▶ [Aim of the exercise]: All entries are to be repeated exactly as shown below.

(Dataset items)
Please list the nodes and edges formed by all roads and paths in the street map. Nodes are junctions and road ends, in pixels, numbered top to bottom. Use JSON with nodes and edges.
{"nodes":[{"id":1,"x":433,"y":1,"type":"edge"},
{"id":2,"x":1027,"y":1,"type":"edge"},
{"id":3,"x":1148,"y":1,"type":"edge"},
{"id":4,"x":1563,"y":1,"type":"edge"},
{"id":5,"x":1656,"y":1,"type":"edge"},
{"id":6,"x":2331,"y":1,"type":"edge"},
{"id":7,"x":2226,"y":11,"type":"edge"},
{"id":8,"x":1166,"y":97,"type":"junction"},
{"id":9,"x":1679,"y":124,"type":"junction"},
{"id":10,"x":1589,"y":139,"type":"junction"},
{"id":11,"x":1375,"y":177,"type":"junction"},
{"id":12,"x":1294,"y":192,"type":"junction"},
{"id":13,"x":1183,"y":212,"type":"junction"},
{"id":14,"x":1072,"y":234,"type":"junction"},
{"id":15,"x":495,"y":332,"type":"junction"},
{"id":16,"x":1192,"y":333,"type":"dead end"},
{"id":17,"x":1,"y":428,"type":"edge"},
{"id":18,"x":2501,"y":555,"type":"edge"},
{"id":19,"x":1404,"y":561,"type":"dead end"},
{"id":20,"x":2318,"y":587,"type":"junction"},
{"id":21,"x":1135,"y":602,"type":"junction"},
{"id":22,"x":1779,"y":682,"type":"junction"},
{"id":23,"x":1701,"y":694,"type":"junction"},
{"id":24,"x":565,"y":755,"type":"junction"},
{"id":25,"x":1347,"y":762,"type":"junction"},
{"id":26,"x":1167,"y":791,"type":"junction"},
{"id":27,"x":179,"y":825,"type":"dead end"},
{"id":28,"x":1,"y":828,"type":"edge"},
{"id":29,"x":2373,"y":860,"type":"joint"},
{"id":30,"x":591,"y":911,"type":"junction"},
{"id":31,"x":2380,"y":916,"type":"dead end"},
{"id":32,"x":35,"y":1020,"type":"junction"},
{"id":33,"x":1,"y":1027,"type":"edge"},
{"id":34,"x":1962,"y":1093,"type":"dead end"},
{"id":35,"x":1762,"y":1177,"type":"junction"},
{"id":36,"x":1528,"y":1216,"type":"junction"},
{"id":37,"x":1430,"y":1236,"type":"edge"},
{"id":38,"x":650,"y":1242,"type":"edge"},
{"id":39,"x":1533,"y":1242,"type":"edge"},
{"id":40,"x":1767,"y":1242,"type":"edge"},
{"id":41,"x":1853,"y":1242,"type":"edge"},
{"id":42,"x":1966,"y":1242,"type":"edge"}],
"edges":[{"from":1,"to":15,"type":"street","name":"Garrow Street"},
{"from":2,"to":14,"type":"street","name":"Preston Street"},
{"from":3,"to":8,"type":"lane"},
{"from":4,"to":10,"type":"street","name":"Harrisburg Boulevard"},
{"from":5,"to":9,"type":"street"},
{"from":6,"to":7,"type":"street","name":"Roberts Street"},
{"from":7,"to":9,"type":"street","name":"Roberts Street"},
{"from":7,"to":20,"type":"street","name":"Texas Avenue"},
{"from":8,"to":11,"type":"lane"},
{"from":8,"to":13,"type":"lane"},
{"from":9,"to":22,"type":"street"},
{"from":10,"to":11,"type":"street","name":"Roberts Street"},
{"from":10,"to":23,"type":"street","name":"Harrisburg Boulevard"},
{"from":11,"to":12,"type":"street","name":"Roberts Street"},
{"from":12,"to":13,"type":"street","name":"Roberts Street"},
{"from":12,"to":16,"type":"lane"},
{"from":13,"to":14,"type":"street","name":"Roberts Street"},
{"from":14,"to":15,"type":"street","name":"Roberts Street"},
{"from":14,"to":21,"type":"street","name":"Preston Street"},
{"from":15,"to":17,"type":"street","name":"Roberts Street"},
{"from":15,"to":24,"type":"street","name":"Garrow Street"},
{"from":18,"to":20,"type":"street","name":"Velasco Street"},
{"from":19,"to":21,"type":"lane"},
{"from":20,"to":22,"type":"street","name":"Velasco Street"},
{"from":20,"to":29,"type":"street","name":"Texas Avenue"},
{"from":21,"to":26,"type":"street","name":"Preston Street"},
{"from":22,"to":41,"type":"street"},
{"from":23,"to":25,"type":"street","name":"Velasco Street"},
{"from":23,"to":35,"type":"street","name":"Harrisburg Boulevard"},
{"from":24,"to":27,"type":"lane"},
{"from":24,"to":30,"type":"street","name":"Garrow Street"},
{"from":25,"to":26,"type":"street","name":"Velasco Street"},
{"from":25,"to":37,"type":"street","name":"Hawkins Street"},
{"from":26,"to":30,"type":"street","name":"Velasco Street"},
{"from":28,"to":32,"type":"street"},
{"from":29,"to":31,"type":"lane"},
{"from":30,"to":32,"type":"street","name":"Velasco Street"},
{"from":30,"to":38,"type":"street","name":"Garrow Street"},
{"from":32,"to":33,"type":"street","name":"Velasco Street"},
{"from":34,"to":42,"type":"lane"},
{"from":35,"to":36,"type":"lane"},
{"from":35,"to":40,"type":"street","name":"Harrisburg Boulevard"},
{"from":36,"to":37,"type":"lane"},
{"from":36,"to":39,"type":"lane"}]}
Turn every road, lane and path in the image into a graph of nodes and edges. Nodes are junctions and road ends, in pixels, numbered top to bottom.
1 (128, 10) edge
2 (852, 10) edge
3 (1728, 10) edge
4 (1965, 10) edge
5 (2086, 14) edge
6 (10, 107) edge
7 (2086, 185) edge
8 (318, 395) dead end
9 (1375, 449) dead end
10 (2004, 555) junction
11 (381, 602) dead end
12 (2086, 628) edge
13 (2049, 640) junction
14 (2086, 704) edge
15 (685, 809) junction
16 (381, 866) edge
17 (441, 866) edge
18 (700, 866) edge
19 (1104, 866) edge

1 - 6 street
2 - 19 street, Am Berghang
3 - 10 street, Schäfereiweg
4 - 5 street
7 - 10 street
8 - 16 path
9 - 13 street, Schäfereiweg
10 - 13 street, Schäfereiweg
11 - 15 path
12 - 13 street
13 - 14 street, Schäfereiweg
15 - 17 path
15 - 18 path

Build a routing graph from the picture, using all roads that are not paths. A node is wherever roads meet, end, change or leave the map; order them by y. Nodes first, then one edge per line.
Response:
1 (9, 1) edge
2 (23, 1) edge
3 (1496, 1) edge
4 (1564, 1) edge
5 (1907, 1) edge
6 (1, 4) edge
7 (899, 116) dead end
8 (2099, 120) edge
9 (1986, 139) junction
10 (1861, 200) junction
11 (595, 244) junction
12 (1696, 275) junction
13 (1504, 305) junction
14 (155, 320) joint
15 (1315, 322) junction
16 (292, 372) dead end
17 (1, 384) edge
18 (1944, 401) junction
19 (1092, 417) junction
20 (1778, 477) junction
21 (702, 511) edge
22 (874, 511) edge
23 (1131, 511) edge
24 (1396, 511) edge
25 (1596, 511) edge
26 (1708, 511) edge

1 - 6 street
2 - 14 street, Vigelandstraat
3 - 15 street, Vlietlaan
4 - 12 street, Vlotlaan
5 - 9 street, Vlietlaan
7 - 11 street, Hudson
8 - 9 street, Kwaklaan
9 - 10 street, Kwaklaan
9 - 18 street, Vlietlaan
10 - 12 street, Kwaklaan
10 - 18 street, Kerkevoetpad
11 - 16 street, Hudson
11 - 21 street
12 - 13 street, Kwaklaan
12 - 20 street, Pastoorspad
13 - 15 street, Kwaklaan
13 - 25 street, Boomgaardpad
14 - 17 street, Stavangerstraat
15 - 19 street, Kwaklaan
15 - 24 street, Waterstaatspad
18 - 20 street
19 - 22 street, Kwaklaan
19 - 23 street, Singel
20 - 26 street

▶ [Result of this exercise]:
Please list the nodes and edges formed by all roads and paths in the street map. Nodes are junctions and road ends, in pixels, numbered top to bottom. Use JSON with nodes and edges.
{"nodes":[{"id":1,"x":433,"y":1,"type":"edge"},
{"id":2,"x":1027,"y":1,"type":"edge"},
{"id":3,"x":1148,"y":1,"type":"edge"},
{"id":4,"x":1563,"y":1,"type":"edge"},
{"id":5,"x":1656,"y":1,"type":"edge"},
{"id":6,"x":2331,"y":1,"type":"edge"},
{"id":7,"x":2226,"y":11,"type":"edge"},
{"id":8,"x":1166,"y":97,"type":"junction"},
{"id":9,"x":1679,"y":124,"type":"junction"},
{"id":10,"x":1589,"y":139,"type":"junction"},
{"id":11,"x":1375,"y":177,"type":"junction"},
{"id":12,"x":1294,"y":192,"type":"junction"},
{"id":13,"x":1183,"y":212,"type":"junction"},
{"id":14,"x":1072,"y":234,"type":"junction"},
{"id":15,"x":495,"y":332,"type":"junction"},
{"id":16,"x":1192,"y":333,"type":"dead end"},
{"id":17,"x":1,"y":428,"type":"edge"},
{"id":18,"x":2501,"y":555,"type":"edge"},
{"id":19,"x":1404,"y":561,"type":"dead end"},
{"id":20,"x":2318,"y":587,"type":"junction"},
{"id":21,"x":1135,"y":602,"type":"junction"},
{"id":22,"x":1779,"y":682,"type":"junction"},
{"id":23,"x":1701,"y":694,"type":"junction"},
{"id":24,"x":565,"y":755,"type":"junction"},
{"id":25,"x":1347,"y":762,"type":"junction"},
{"id":26,"x":1167,"y":791,"type":"junction"},
{"id":27,"x":179,"y":825,"type":"dead end"},
{"id":28,"x":1,"y":828,"type":"edge"},
{"id":29,"x":2373,"y":860,"type":"joint"},
{"id":30,"x":591,"y":911,"type":"junction"},
{"id":31,"x":2380,"y":916,"type":"dead end"},
{"id":32,"x":35,"y":1020,"type":"junction"},
{"id":33,"x":1,"y":1027,"type":"edge"},
{"id":34,"x":1962,"y":1093,"type":"dead end"},
{"id":35,"x":1762,"y":1177,"type":"junction"},
{"id":36,"x":1528,"y":1216,"type":"junction"},
{"id":37,"x":1430,"y":1236,"type":"edge"},
{"id":38,"x":650,"y":1242,"type":"edge"},
{"id":39,"x":1533,"y":1242,"type":"edge"},
{"id":40,"x":1767,"y":1242,"type":"edge"},
{"id":41,"x":1853,"y":1242,"type":"edge"},
{"id":42,"x":1966,"y":1242,"type":"edge"}],
"edges":[{"from":1,"to":15,"type":"street","name":"Garrow Street"},
{"from":2,"to":14,"type":"street","name":"Preston Street"},
{"from":3,"to":8,"type":"lane"},
{"from":4,"to":10,"type":"street","name":"Harrisburg Boulevard"},
{"from":5,"to":9,"type":"street"},
{"from":6,"to":7,"type":"street","name":"Roberts Street"},
{"from":7,"to":9,"type":"street","name":"Roberts Street"},
{"from":7,"to":20,"type":"street","name":"Texas Avenue"},
{"from":8,"to":11,"type":"lane"},
{"from":8,"to":13,"type":"lane"},
{"from":9,"to":22,"type":"street"},
{"from":10,"to":11,"type":"street","name":"Roberts Street"},
{"from":10,"to":23,"type":"street","name":"Harrisburg Boulevard"},
{"from":11,"to":12,"type":"street","name":"Roberts Street"},
{"from":12,"to":13,"type":"street","name":"Roberts Street"},
{"from":12,"to":16,"type":"lane"},
{"from":13,"to":14,"type":"street","name":"Roberts Street"},
{"from":14,"to":15,"type":"street","name":"Roberts Street"},
{"from":14,"to":21,"type":"street","name":"Preston Street"},
{"from":15,"to":17,"type":"street","name":"Roberts Street"},
{"from":15,"to":24,"type":"street","name":"Garrow Street"},
{"from":18,"to":20,"type":"street","name":"Velasco Street"},
{"from":19,"to":21,"type":"lane"},
{"from":20,"to":22,"type":"street","name":"Velasco Street"},
{"from":20,"to":29,"type":"street","name":"Texas Avenue"},
{"from":21,"to":26,"type":"street","name":"Preston Street"},
{"from":22,"to":41,"type":"street"},
{"from":23,"to":25,"type":"street","name":"Velasco Street"},
{"from":23,"to":35,"type":"street","name":"Harrisburg Boulevard"},
{"from":24,"to":27,"type":"lane"},
{"from":24,"to":30,"type":"street","name":"Garrow Street"},
{"from":25,"to":26,"type":"street","name":"Velasco Street"},
{"from":25,"to":37,"type":"street","name":"Hawkins Street"},
{"from":26,"to":30,"type":"street","name":"Velasco Street"},
{"from":28,"to":32,"type":"street"},
{"from":29,"to":31,"type":"lane"},
{"from":30,"to":32,"type":"street","name":"Velasco Street"},
{"from":30,"to":38,"type":"street","name":"Garrow Street"},
{"from":32,"to":33,"type":"street","name":"Velasco Street"},
{"from":34,"to":42,"type":"lane"},
{"from":35,"to":36,"type":"lane"},
{"from":35,"to":40,"type":"street","name":"Harrisburg Boulevard"},
{"from":36,"to":37,"type":"lane"},
{"from":36,"to":39,"type":"lane"}]}
Turn every road, lane and path in the image into a graph of nodes and edges. Nodes are junctions and road ends, in pixels, numbered top to bottom.
1 (128, 10) edge
2 (852, 10) edge
3 (1728, 10) edge
4 (1965, 10) edge
5 (2086, 14) edge
6 (10, 107) edge
7 (2086, 185) edge
8 (318, 395) dead end
9 (1375, 449) dead end
10 (2004, 555) junction
11 (381, 602) dead end
12 (2086, 628) edge
13 (2049, 640) junction
14 (2086, 704) edge
15 (685, 809) junction
16 (381, 866) edge
17 (441, 866) edge
18 (700, 866) edge
19 (1104, 866) edge

1 - 6 street
2 - 19 street, Am Berghang
3 - 10 street, Schäfereiweg
4 - 5 street
7 - 10 street
8 - 16 path
9 - 13 street, Schäfereiweg
10 - 13 street, Schäfereiweg
11 - 15 path
12 - 13 street
13 - 14 street, Schäfereiweg
15 - 17 path
15 - 18 path

Build a routing graph from the picture, using all roads that are not paths. A node is wherever roads meet, end, change or leave the map; order them by y. Nodes first, then one edge per line.
Response:
1 (9, 1) edge
2 (23, 1) edge
3 (1496, 1) edge
4 (1564, 1) edge
5 (1907, 1) edge
6 (1, 4) edge
7 (899, 116) dead end
8 (2099, 120) edge
9 (1986, 139) junction
10 (1861, 200) junction
11 (595, 244) junction
12 (1696, 275) junction
13 (1504, 305) junction
14 (155, 320) joint
15 (1315, 322) junction
16 (292, 372) dead end
17 (1, 384) edge
18 (1944, 401) junction
19 (1092, 417) junction
20 (1778, 477) junction
21 (702, 511) edge
22 (874, 511) edge
23 (1131, 511) edge
24 (1396, 511) edge
25 (1596, 511) edge
26 (1708, 511) edge

1 - 6 street
2 - 14 street, Vigelandstraat
3 - 15 street, Vlietlaan
4 - 12 street, Vlotlaan
5 - 9 street, Vlietlaan
7 - 11 street, Hudson
8 - 9 street, Kwaklaan
9 - 10 street, Kwaklaan
9 - 18 street, Vlietlaan
10 - 12 street, Kwaklaan
10 - 18 street, Kerkevoetpad
11 - 16 street, Hudson
11 - 21 street
12 - 13 street, Kwaklaan
12 - 20 street, Pastoorspad
13 - 15 street, Kwaklaan
13 - 25 street, Boomgaardpad
14 - 17 street, Stavangerstraat
15 - 19 street, Kwaklaan
15 - 24 street, Waterstaatspad
18 - 20 street
19 - 22 street, Kwaklaan
19 - 23 street, Singel
20 - 26 street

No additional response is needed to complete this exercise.